Most of what we say about books is really about the words inside them: the rosy nostalgic glow for childhood reading, the lifetime companionship of a much-loved novel. But books are things as well as words, objects in our lives as well as worlds in our heads. And just as we crack their spines, loosen their leaves and write in their margins, so they disrupt and disorder us in turn. All books are, as Stephen King put it, ‘a uniquely portable magic’. Emma Smith shows us why.
Portable Magic unfurls an exciting and iconoclastic new story of the book in human hands, exploring when, why and how it acquired its particular hold over us.
Gathering together a millennium’s worth of pivotal encounters with volumes big and small, Smith reveals that, as much as their contents, it is books’ physical form – their ‘bookhood’ – that lends them their distinctive and sometimes dangerous magic.

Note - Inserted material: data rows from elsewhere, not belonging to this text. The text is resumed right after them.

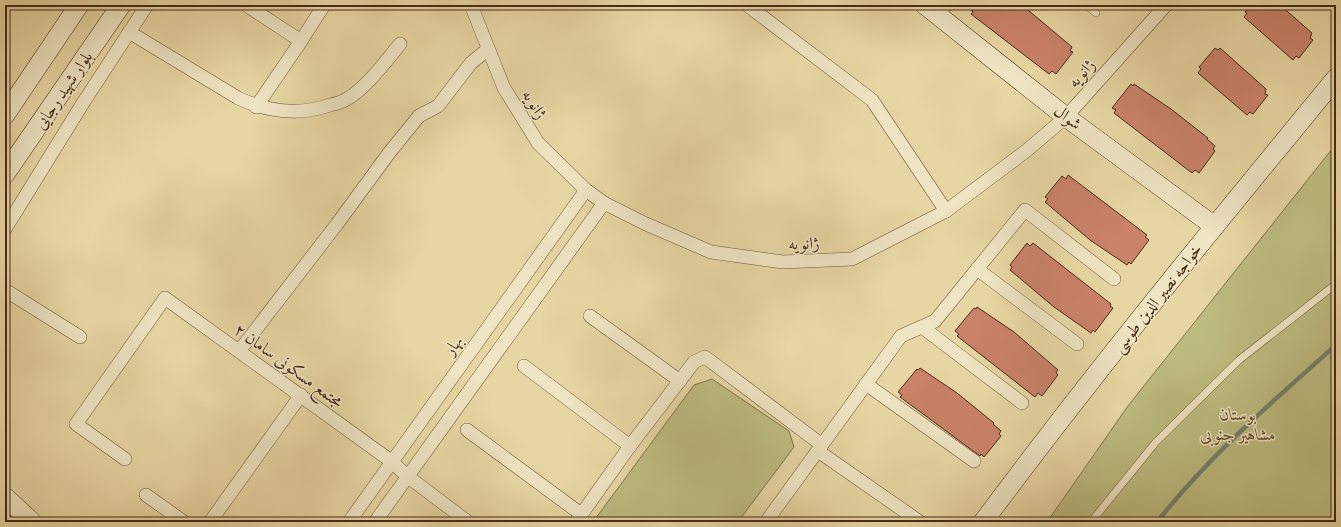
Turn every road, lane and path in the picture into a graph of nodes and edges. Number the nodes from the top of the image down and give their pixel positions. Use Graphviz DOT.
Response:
graph roads {
  1 [pos="79,5"];
  2 [pos="121,5"];
  3 [pos="147,5"];
  4 [pos="246,5"];
  5 [pos="324,5"];
  6 [pos="471,5"];
  7 [pos="747,5"];
  8 [pos="925,5"];
  9 [pos="1086,5"];
  10 [pos="1166,5"];
  11 [pos="945,11"];
  12 [pos="1096,13"];
  13 [pos="129,32"];
  14 [pos="301,41"];
  15 [pos="400,44"];
  16 [pos="488,49"];
  17 [pos="1336,78"];
  18 [pos="256,107"];
  19 [pos="5,115"];
  20 [pos="1066,117"];
  21 [pos="5,174"];
  22 [pos="586,190"];
  23 [pos="604,203"];
  24 [pos="946,211"];
  25 [pos="1214,226"];
  26 [pos="5,229"];
  27 [pos="977,269"];
  28 [pos="1114,279"];
  29 [pos="1336,284"];
  30 [pos="5,290"];
  31 [pos="590,316"];
  32 [pos="922,327"];
  33 [pos="80,338"];
  34 [pos="1077,344"];
  35 [pos="240,350"];
  36 [pos="524,366"];
  37 [pos="680,381"];
  38 [pos="866,384"];
  39 [pos="301,395"];
  40 [pos="1022,403"];
  41 [pos="467,430"];
  42 [pos="630,446"];
  43 [pos="820,448"];
  44 [pos="125,459"];
  45 [pos="391,461"];
  46 [pos="974,461"];
  47 [pos="407,476"];
  48 [pos="146,495"];
  49 [pos="5,497"];
  50 [pos="578,518"];
  51 [pos="771,520"];
  52 [pos="32,522"];
  53 [pos="184,522"];
  54 [pos="210,522"];
  55 [pos="350,522"];
  56 [pos="375,522"];
  57 [pos="468,522"];
  58 [pos="920,522"];
  59 [pos="983,522"];
  60 [pos="1091,522"];
  1 -- 19 [label="street, بلوار شهید رجایی"];
  2 -- 21 [label="street, بلوار شهید رجایی"];
  3 -- 13 [label="street"];
  4 -- 14 [label="street"];
  5 -- 14 [label="street"];
  6 -- 16 [label="street, ژانویه"];
  7 -- 24 [label="street"];
  8 -- 11 [label="street, شوال"];
  9 -- 12 [label="lane"];
  10 -- 20 [label="street, ژانویه"];
  11 -- 20 [label="street, شوال"];
  13 -- 18 [label="street"];
  13 -- 26 [label="street"];
  14 -- 18 [label="street"];
  15 -- 18 [label="street"];
  16 -- 22 [label="street, ژانویه"];
  16 -- 35 [label="street"];
  17 -- 25 [label="street, خواجه نصیر الدین طوسی"];
  20 -- 24 [label="street, ژانویه"];
  20 -- 25 [label="street, شوال"];
  22 -- 23 [label="street, ژانویه"];
  22 -- 45 [label="street, بهار"];
  23 -- 24 [label="street, ژانویه"];
  23 -- 47 [label="street"];
  25 -- 59 [label="street, خواجه نصیر الدین طوسی"];
  27 -- 28 [label="street"];
  27 -- 32 [label="street"];
  27 -- 34 [label="street"];
  29 -- 60 [label="lane"];
  30 -- 33 [label="street"];
  31 -- 37 [label="street"];
  32 -- 38 [label="street"];
  32 -- 40 [label="street"];
  35 -- 39 [label="street, مجتمع مسکونی سامان ۲"];
  35 -- 44 [label="street, مجتمع مسکونی سامان ۲"];
  36 -- 42 [label="street"];
  37 -- 42 [label="street"];
  37 -- 43 [label="street"];
  38 -- 43 [label="street"];
  38 -- 46 [label="street"];
  39 -- 45 [label="street, مجتمع مسکونی سامان ۲"];
  39 -- 54 [label="street"];
  41 -- 50 [label="street"];
  42 -- 50 [label="street"];
  43 -- 51 [label="street"];
  43 -- 58 [label="street"];
  45 -- 47 [label="street, مجتمع مسکونی سامان ۲"];
  45 -- 55 [label="street, بهار"];
  47 -- 56 [label="street"];
  47 -- 57 [label="street, مجتمع مسکونی سامان ۲"];
  48 -- 53 [label="street"];
  49 -- 52 [label="street"];
}
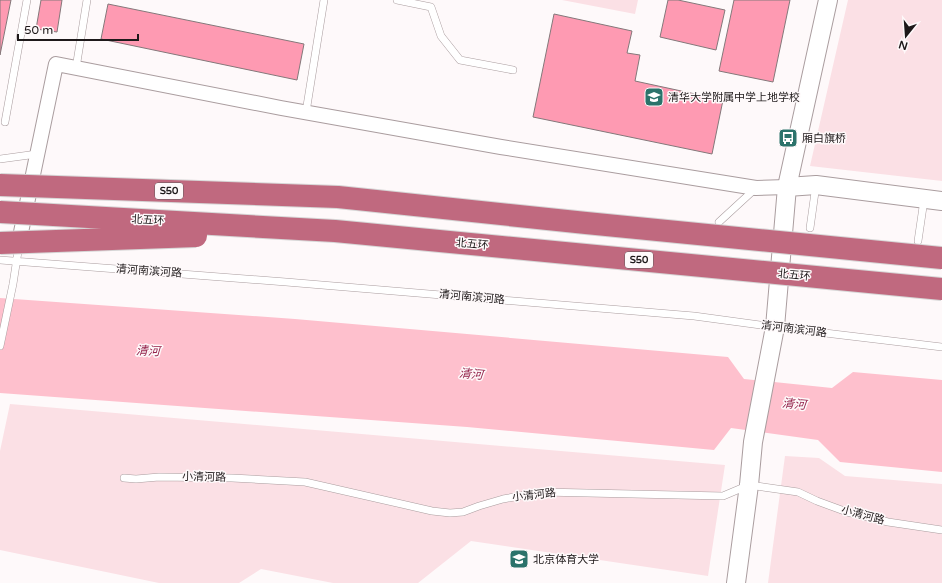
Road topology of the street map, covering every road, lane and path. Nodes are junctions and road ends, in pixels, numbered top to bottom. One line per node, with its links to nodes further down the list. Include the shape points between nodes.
1 (27, 0): 9 (lane)
2 (87, 0): 6 (lane)
3 (324, 0): 8 (lane)
4 (397, 0): 7 (lane, via 431,7 441,36 460,60)
5 (828, 0): 14 (street)
6 (76, 68): 8 (street); 10 (street, via 56,64)
7 (513, 70)
8 (306, 112): 15 (street)
9 (5, 122)
10 (37, 154): 11 (lane); 22 (street)
11 (0, 159)
12 (0, 185): 24 (highway, S50, bridge, via 338,197)
13 (816, 185): 14 (street); 16 (street); 20 (lane)
14 (787, 187): 15 (street); 28 (street)
15 (756, 188): 19 (lane)
16 (924, 198): 17 (street); 23 (lane)
17 (942, 201)
18 (0, 212): 21 (highway, 北五环 / S50, bridge)
19 (719, 222)
20 (810, 228)
21 (335, 231): 22 (highway, bridge); 27 (highway, 北五环 / S50, bridge)
22 (10, 240): 26 (lane)
23 (918, 241)
24 (942, 258)
25 (0, 260): 26 (lane, 清河南滨河路)
26 (16, 262): 28 (lane, 清河南滨河路, via 686,315); 29 (lane)
27 (942, 289)
28 (775, 327): 30 (lane, 清河南滨河路); 32 (street, via 753,442)
29 (0, 346)
30 (942, 347)
31 (124, 478): 32 (lane, 小清河路, via 232,478 305,482 450,513 542,492 723,496)
32 (749, 485): 33 (lane, 小清河路, via 798,492 847,512 888,522); 34 (street)
33 (942, 530)
34 (736, 583)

Portable Magic hails the rise of the mass-market paperback, and dismantles the myth that print began with Gutenberg; it reveals how our reading habits have been shaped by American soldiers, and proposes new definitions of a ‘classic’ – and even of the book itself. Ultimately, it illuminates the ways in which our relationship with the written word is more reciprocal – and more turbulent – than we tend to imagine.
Emma Smith was born and brought up in Leeds, went unexpectedly to university in Oxford, and never really left. She is now Professor of Shakespeare Studies at Hertford College and the author of the Sunday Times bestseller This is Shakespeare. She enjoys silent films, birdwatching, and fast cars.